> EXERCISE OBJECTIVE
Restate all of the entries exactly. Any picture in them should be skipped.

> EXCERPTED DATA
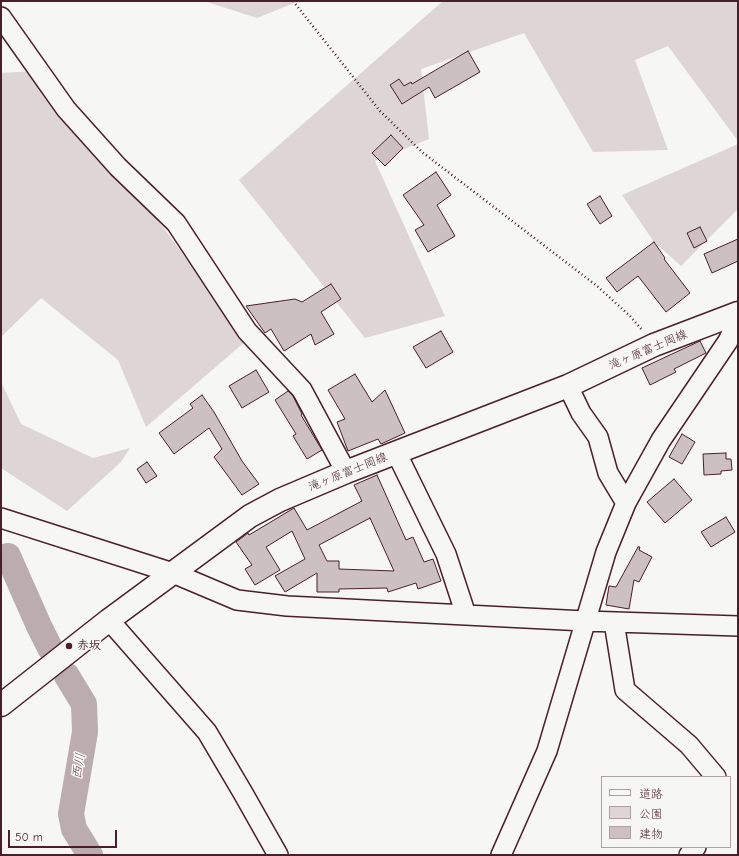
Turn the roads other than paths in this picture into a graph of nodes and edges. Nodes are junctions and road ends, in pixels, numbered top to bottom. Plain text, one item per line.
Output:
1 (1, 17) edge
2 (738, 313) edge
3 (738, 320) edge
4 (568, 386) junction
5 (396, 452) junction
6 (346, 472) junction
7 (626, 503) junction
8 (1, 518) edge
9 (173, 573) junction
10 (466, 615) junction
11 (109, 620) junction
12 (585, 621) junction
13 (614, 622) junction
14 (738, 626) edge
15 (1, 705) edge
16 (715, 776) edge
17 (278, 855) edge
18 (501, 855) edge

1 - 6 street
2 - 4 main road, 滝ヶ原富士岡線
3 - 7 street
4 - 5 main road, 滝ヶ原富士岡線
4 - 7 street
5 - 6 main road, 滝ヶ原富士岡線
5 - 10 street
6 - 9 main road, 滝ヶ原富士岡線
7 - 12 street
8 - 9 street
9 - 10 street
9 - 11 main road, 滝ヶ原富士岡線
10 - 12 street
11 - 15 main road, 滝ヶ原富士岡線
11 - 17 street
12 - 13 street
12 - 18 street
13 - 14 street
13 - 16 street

> RESPONSE BELOW
Turn the roads other than paths in this picture into a graph of nodes and edges. Nodes are junctions and road ends, in pixels, numbered top to bottom. Plain text, one item per line.
Output:
1 (1, 17) edge
2 (738, 313) edge
3 (738, 320) edge
4 (568, 386) junction
5 (396, 452) junction
6 (346, 472) junction
7 (626, 503) junction
8 (1, 518) edge
9 (173, 573) junction
10 (466, 615) junction
11 (109, 620) junction
12 (585, 621) junction
13 (614, 622) junction
14 (738, 626) edge
15 (1, 705) edge
16 (715, 776) edge
17 (278, 855) edge
18 (501, 855) edge

1 - 6 street
2 - 4 main road, 滝ヶ原富士岡線
3 - 7 street
4 - 5 main road, 滝ヶ原富士岡線
4 - 7 street
5 - 6 main road, 滝ヶ原富士岡線
5 - 10 street
6 - 9 main road, 滝ヶ原富士岡線
7 - 12 street
8 - 9 street
9 - 10 street
9 - 11 main road, 滝ヶ原富士岡線
10 - 12 street
11 - 15 main road, 滝ヶ原富士岡線
11 - 17 street
12 - 13 street
12 - 18 street
13 - 14 street
13 - 16 street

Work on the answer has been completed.